## Look what you made us do?

A Data-Driven Exploration of Taylor's Discography

This project is a deep dive into Taylor Swift's music, We're gonna use the power of data to uncover the hidden secrets within her discography.

First we start with ETL to finally create 3 data sets that we require fot our Analysis
### DATA 1: Feature Frenzy: The Invisible String ️‍♀️

We're bringing in Spotify's API like a decoder ring for Taylor's music.  This lets us create data points that describe a song's sonic personality,  like:

* `Danceability:` How likely are you to **shake it off** to this song? <br>
* `Valence:` Happy and carefree like **22** or a touch melancholic like **Teardrops on My Guitar**? <br>

### DATA 2: Blank Space: (Fill it with Repeated Rhymes)

Ever wondered which words Taylor loves to use together?
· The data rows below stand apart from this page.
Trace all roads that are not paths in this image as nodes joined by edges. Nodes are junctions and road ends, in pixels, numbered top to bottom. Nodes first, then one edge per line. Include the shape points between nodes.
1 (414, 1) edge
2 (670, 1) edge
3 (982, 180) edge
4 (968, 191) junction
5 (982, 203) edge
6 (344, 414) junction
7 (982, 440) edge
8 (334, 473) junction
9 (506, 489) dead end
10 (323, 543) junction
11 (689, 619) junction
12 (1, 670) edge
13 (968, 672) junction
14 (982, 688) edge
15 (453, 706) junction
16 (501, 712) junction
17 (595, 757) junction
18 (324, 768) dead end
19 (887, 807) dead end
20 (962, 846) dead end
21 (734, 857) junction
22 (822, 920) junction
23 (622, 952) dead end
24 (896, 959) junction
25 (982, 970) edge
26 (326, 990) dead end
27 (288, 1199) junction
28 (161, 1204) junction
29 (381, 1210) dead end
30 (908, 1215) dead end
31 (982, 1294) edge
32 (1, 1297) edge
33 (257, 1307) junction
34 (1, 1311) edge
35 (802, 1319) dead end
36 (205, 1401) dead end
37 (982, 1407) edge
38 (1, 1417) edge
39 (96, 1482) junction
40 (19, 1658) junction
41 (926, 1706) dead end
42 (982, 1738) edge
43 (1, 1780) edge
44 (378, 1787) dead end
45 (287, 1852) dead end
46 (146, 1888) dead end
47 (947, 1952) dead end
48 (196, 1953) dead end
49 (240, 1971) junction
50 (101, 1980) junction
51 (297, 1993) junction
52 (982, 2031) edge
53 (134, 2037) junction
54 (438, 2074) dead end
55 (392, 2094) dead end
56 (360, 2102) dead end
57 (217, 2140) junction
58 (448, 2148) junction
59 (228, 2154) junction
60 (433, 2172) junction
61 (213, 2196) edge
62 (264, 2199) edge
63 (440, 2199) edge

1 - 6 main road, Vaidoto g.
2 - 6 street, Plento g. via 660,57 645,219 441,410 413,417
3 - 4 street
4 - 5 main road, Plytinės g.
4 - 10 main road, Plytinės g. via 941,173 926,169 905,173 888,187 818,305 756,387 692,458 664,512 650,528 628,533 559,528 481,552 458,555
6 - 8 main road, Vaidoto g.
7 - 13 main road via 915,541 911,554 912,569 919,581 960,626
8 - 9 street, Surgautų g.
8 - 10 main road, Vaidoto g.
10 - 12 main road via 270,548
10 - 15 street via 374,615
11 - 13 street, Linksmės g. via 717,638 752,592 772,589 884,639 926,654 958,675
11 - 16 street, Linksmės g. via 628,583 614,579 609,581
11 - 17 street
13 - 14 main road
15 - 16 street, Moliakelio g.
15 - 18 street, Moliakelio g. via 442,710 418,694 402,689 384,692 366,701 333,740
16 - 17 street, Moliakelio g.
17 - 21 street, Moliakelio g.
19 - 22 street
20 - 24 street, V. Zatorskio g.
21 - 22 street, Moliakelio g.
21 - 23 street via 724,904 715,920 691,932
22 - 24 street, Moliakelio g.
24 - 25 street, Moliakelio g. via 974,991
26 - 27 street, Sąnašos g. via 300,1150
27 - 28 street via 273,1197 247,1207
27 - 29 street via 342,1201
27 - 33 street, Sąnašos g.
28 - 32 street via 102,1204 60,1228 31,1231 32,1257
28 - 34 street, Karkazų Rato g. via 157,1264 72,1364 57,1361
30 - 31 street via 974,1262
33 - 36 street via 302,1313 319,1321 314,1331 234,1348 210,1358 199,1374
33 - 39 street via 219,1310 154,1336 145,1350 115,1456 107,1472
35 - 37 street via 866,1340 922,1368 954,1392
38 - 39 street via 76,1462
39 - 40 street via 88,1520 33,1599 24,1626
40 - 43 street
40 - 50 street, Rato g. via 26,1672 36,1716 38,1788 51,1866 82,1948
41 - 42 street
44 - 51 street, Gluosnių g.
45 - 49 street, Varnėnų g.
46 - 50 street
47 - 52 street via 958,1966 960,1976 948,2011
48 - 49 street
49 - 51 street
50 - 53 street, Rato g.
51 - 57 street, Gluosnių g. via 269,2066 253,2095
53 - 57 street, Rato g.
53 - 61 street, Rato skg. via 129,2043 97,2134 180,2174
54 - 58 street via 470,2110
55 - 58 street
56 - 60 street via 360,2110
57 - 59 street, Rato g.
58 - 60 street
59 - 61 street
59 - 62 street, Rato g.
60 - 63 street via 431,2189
Or how her rhyming style has evolved throughout her career?  <br>This is where we dissect her rhymes line by line and see if they're **never ever getting back together**.

### DATA 3: Call It What You Want (Love Story, Breakup Song, You Decide!)

We've compiled a list of words that scream "love song" and another list that embodies all things "breakup."<br> Then, we'll use sentiment analysis tools to understand the overall emotional tone of the lyrics.<br> Sad words = breakup anthem, happy words = love song celebration!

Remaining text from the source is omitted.